Task directions: Take each line from the entries that holds "Libertad" and copy it out.

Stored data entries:
=====
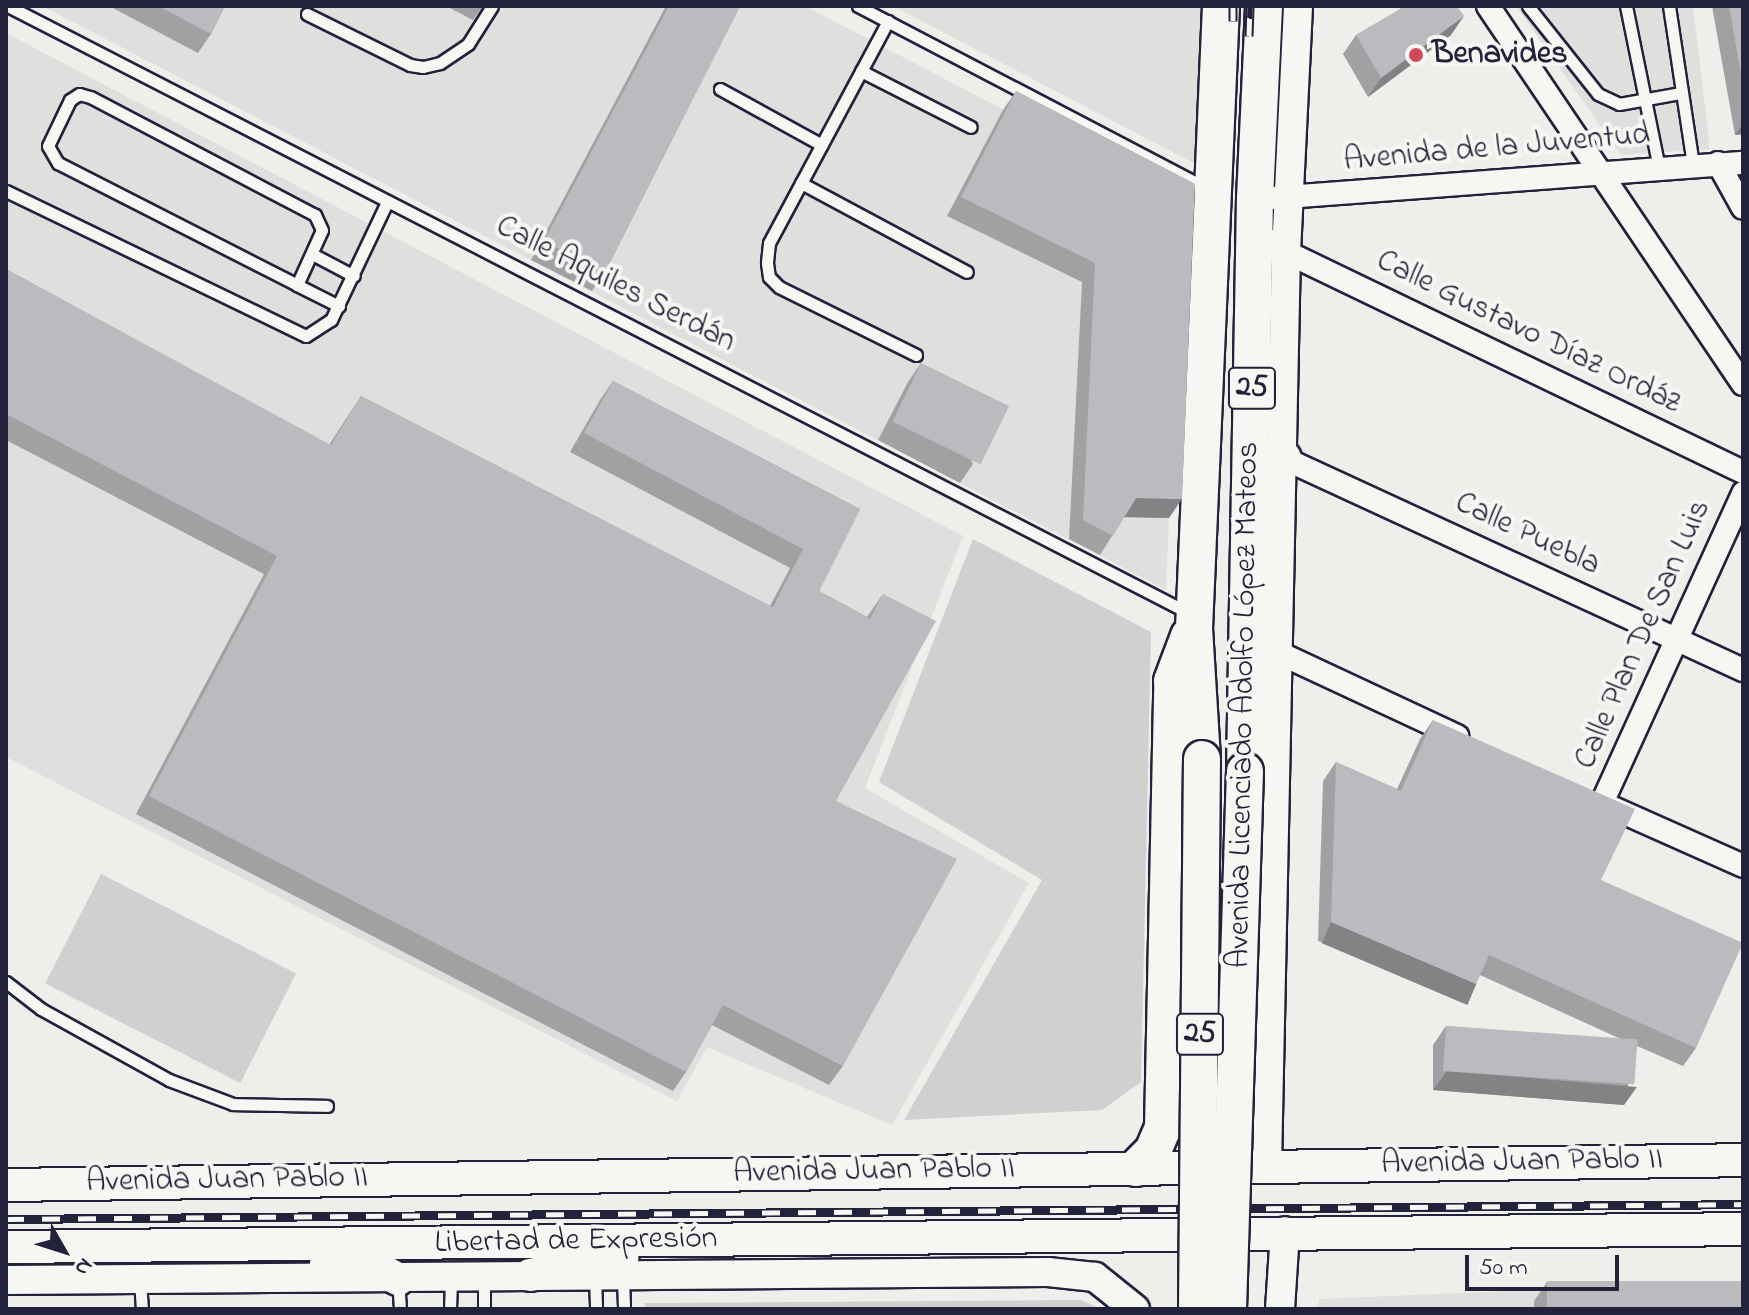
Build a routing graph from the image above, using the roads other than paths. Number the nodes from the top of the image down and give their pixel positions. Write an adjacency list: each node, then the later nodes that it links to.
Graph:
1 (8, 6): 28 (lane, Calle Aquiles Serdán)
2 (492, 6): 11 (lane)
3 (858, 6): 12 (lane)
4 (1221, 6): 26 (main road, Avenida Licenciado Adolfo López Mateos / 25)
5 (1264, 6): 27 (main road, Avenida Licenciado Adolfo López Mateos / 25)
6 (1298, 6): 27 (street)
7 (1488, 6): 23 (street)
8 (1528, 6): 16 (lane)
9 (1626, 6): 16 (lane)
10 (1669, 6): 15 (lane)
11 (307, 14)
12 (888, 21): 13 (lane); 26 (lane)
13 (861, 71): 17 (lane); 18 (lane)
14 (720, 89): 18 (lane)
15 (1681, 93): 16 (lane); 21 (lane)
16 (1643, 101): 22 (lane)
17 (971, 127)
18 (822, 145): 24 (lane)
19 (1718, 163): 20 (street, Avenida de la Juventud); 21 (street, Avenida de la Juventud); 29 (street)
20 (1743, 163)
21 (1693, 165): 22 (street, Avenida de la Juventud)
22 (1659, 168): 23 (street, Avenida de la Juventud)
23 (1604, 172): 27 (street, Avenida de la Juventud); 37 (street)
24 (801, 183): 32 (lane); 36 (lane)
25 (6, 191): 35 (lane)
26 (1216, 193): 42 (main road, Avenida Licenciado Adolfo López Mateos / 25)
27 (1272, 198): 30 (street); 41 (main road, Avenida Licenciado Adolfo López Mateos / 25)
28 (386, 204): 33 (lane); 42 (lane, Calle Aquiles Serdán)
29 (1743, 208)
30 (1286, 252): 38 (street); 39 (street, Calle Gustavo Díaz Ordáz)
31 (312, 254): 33 (lane); 34 (lane); 34 (lane)
32 (967, 272)
33 (354, 276): 35 (lane)
34 (297, 285): 35 (lane)
35 (339, 306)
36 (916, 355)
37 (1743, 384)
38 (1283, 458): 41 (main road); 43 (street, Calle Puebla); 44 (street)
39 (1743, 472)
40 (1743, 493): 43 (street, Calle Plan De San Luis)
41 (1251, 526): 78 (main road, Avenida Licenciado Adolfo López Mateos / 25, bridge)
42 (1194, 623): 52 (main road); 77 (main road, Avenida Licenciado Adolfo López Mateos / 25, bridge)
43 (1677, 640): 45 (street, Calle Puebla); 48 (street, Calle Plan De San Luis)
44 (1277, 652): 46 (street); 53 (street)
45 (1743, 670)
46 (1475, 744)
47 (1574, 790): 48 (street)
48 (1602, 803): 49 (street)
49 (1743, 866)
50 (6, 982): 51 (lane)
51 (327, 1106)
52 (1165, 1106): 53 (street); 56 (main road)
53 (1270, 1111): 55 (street)
54 (1743, 1160): 55 (main road, Avenida Juan Pablo II)
55 (1267, 1166): 56 (main road, Avenida Juan Pablo II)
56 (1136, 1168): 57 (main road, Avenida Juan Pablo II)
57 (6, 1185)
58 (1743, 1229): 59 (main road, Avenida Juan Pablo II)
59 (1285, 1231): 60 (main road, Avenida Juan Pablo II); 79 (street)
60 (711, 1243): 61 (main road, Avenida Juan Pablo II); 64 (main road)
61 (185, 1245): 62 (main road, Avenida Juan Pablo II); 70 (main road)
62 (6, 1247)
63 (484, 1275): 64 (street, Libertad de Expresión); 66 (street, Libertad de Expresión); 73 (lane)
64 (530, 1275): 67 (street, Libertad de Expresión)
65 (623, 1275): 67 (street, Libertad de Expresión); 75 (lane); 76 (street, Libertad de Expresión)
66 (451, 1276): 70 (street, Libertad de Expresión); 72 (lane)
67 (595, 1276): 74 (lane)
68 (6, 1280): 69 (street, Libertad de Expresión)
69 (140, 1280): 70 (street, Libertad de Expresión); 71 (lane)
70 (399, 1294)
71 (142, 1309)
72 (450, 1309)
73 (484, 1309)
74 (596, 1309)
75 (624, 1309)
76 (1135, 1309)
77 (1197, 1309)
78 (1228, 1309)
79 (1280, 1309)

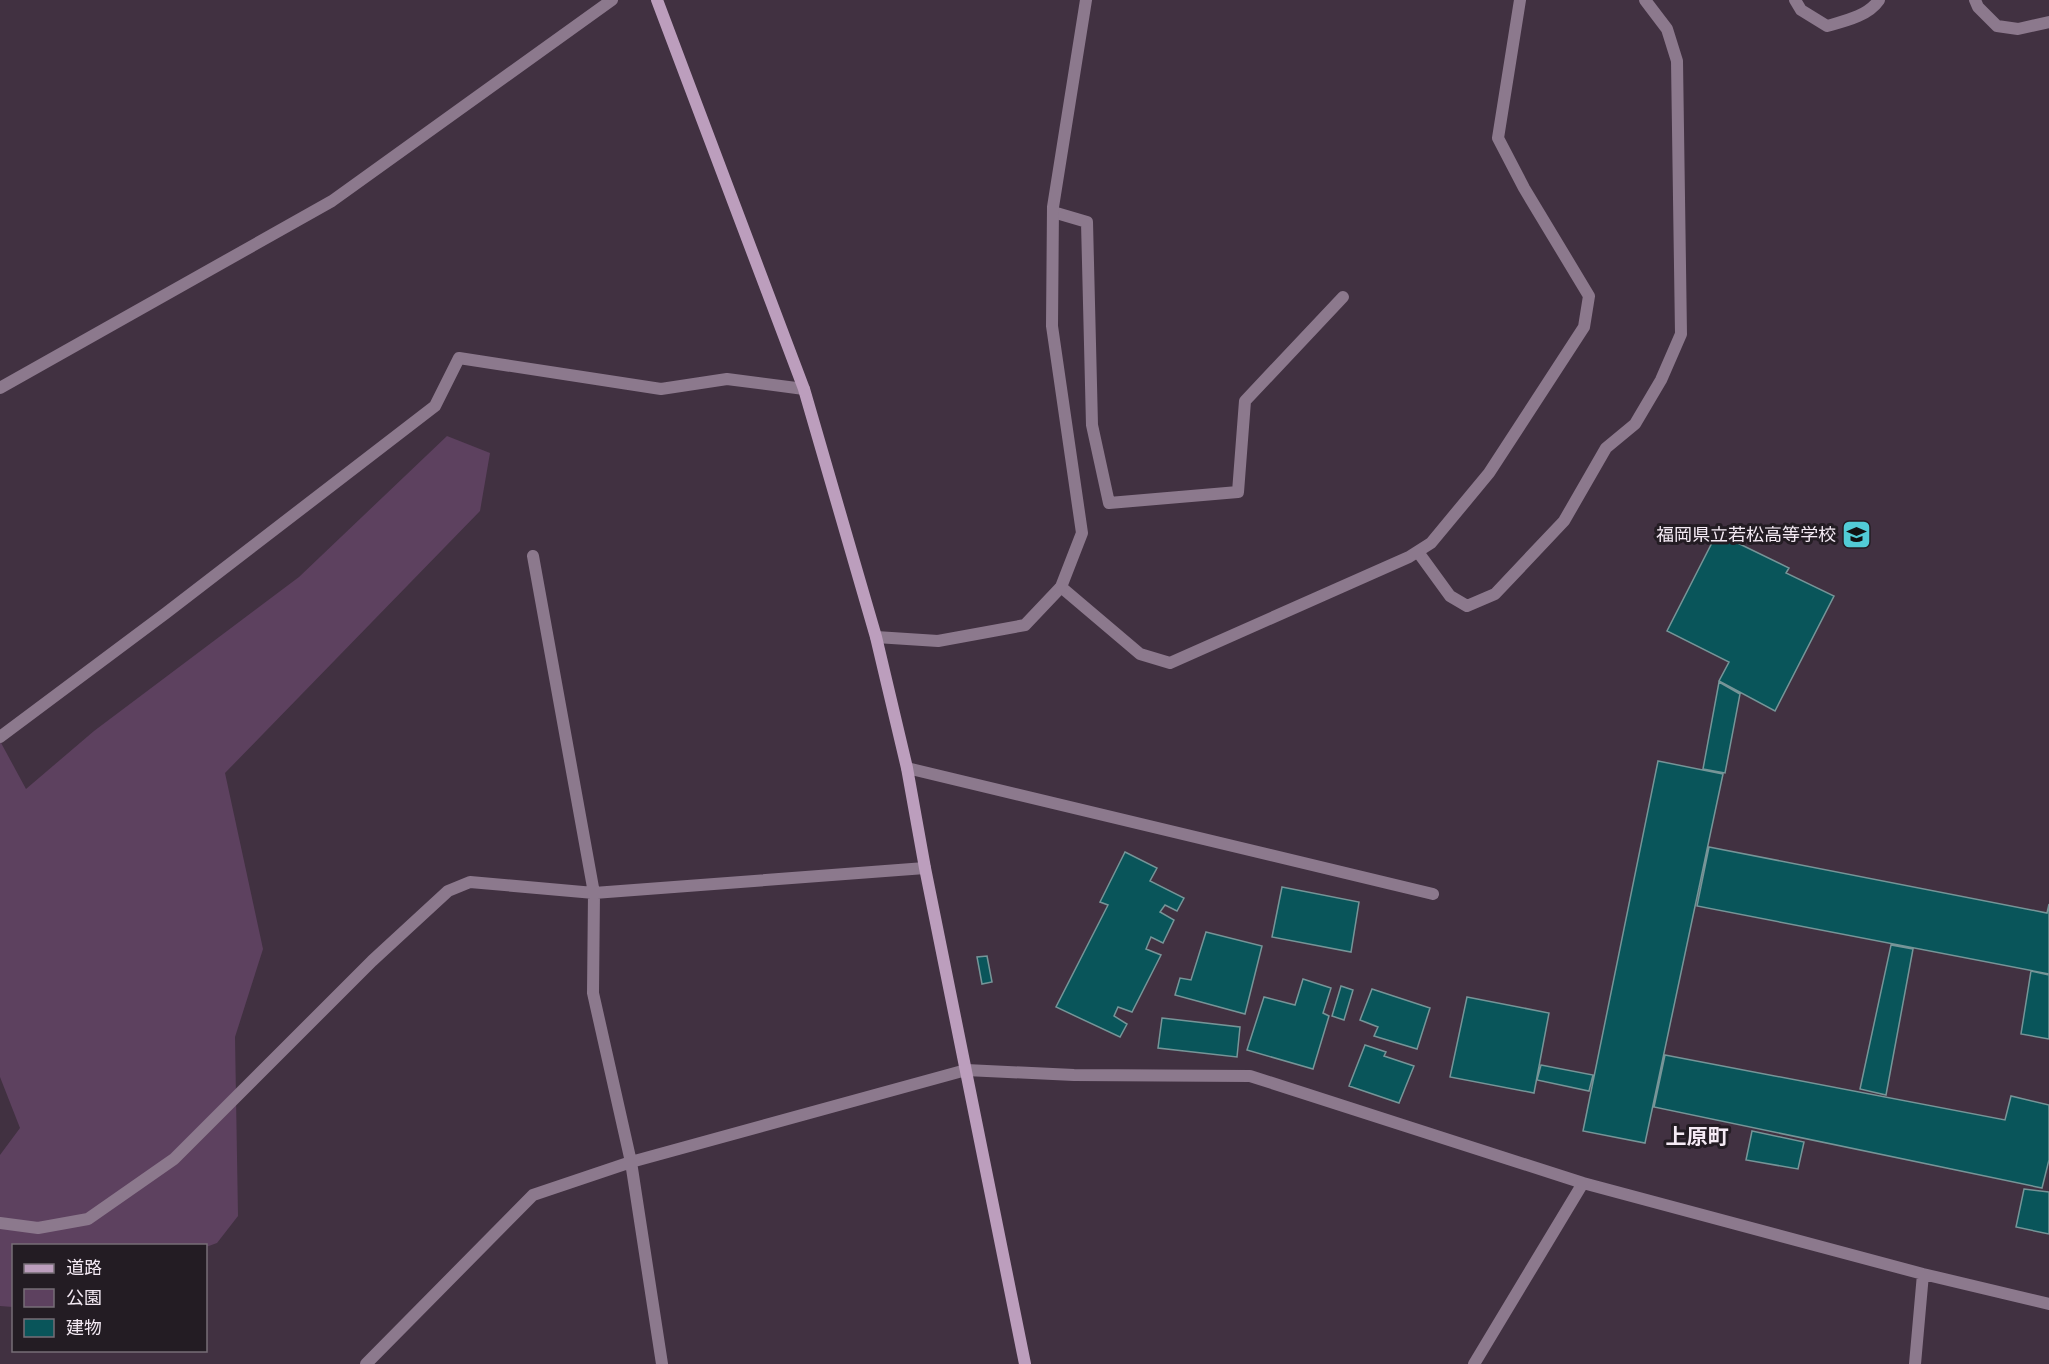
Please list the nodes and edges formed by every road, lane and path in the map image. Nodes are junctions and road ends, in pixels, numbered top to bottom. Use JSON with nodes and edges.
{"nodes":[{"id":1,"x":612,"y":0,"type":"edge"},
{"id":2,"x":657,"y":0,"type":"edge"},
{"id":3,"x":1086,"y":0,"type":"edge"},
{"id":4,"x":1520,"y":0,"type":"edge"},
{"id":5,"x":1645,"y":0,"type":"edge"},
{"id":6,"x":1795,"y":0,"type":"edge"},
{"id":7,"x":1879,"y":0,"type":"edge"},
{"id":8,"x":1975,"y":0,"type":"edge"},
{"id":9,"x":2049,"y":22,"type":"edge"},
{"id":10,"x":1053,"y":212,"type":"junction"},
{"id":11,"x":1343,"y":297,"type":"dead end"},
{"id":12,"x":0,"y":388,"type":"edge"},
{"id":13,"x":804,"y":389,"type":"junction"},
{"id":14,"x":1418,"y":552,"type":"junction"},
{"id":15,"x":533,"y":556,"type":"dead end"},
{"id":16,"x":1061,"y":587,"type":"junction"},
{"id":17,"x":876,"y":637,"type":"junction"},
{"id":18,"x":0,"y":737,"type":"edge"},
{"id":19,"x":908,"y":768,"type":"junction"},
{"id":20,"x":925,"y":868,"type":"junction"},
{"id":21,"x":594,"y":893,"type":"junction"},
{"id":22,"x":1432,"y":894,"type":"dead end"},
{"id":23,"x":966,"y":1070,"type":"junction"},
{"id":24,"x":631,"y":1162,"type":"junction"},
{"id":25,"x":1583,"y":1183,"type":"junction"},
{"id":26,"x":0,"y":1223,"type":"edge"},
{"id":27,"x":1923,"y":1274,"type":"junction"},
{"id":28,"x":2049,"y":1304,"type":"edge"},
{"id":29,"x":366,"y":1364,"type":"edge"},
{"id":30,"x":662,"y":1364,"type":"edge"},
{"id":31,"x":1025,"y":1364,"type":"edge"},
{"id":32,"x":1474,"y":1364,"type":"edge"},
{"id":33,"x":1915,"y":1364,"type":"edge"}],
"edges":[{"from":1,"to":12,"type":"street"},
{"from":2,"to":13,"type":"street"},
{"from":3,"to":10,"type":"street"},
{"from":4,"to":14,"type":"street"},
{"from":5,"to":14,"type":"street"},
{"from":6,"to":7,"type":"street"},
{"from":8,"to":9,"type":"street"},
{"from":10,"to":11,"type":"street"},
{"from":10,"to":16,"type":"street"},
{"from":13,"to":17,"type":"street"},
{"from":13,"to":18,"type":"street"},
{"from":14,"to":16,"type":"street"},
{"from":15,"to":21,"type":"street"},
{"from":16,"to":17,"type":"street"},
{"from":17,"to":19,"type":"street"},
{"from":19,"to":20,"type":"street"},
{"from":19,"to":22,"type":"street"},
{"from":20,"to":21,"type":"street"},
{"from":20,"to":23,"type":"street"},
{"from":21,"to":24,"type":"street"},
{"from":21,"to":26,"type":"street"},
{"from":23,"to":24,"type":"street"},
{"from":23,"to":25,"type":"street"},
{"from":23,"to":31,"type":"street"},
{"from":24,"to":29,"type":"street"},
{"from":24,"to":30,"type":"street"},
{"from":25,"to":27,"type":"street"},
{"from":25,"to":32,"type":"street"},
{"from":27,"to":28,"type":"street"},
{"from":27,"to":33,"type":"street"}]}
=====
The answer:
63 (484, 1275): 64 (street, Libertad de Expresión); 66 (street, Libertad de Expresión); 73 (lane)
64 (530, 1275): 67 (street, Libertad de Expresión)
65 (623, 1275): 67 (street, Libertad de Expresión); 75 (lane); 76 (street, Libertad de Expresión)
66 (451, 1276): 70 (street, Libertad de Expresión); 72 (lane)
68 (6, 1280): 69 (street, Libertad de Expresión)
69 (140, 1280): 70 (street, Libertad de Expresión); 71 (lane)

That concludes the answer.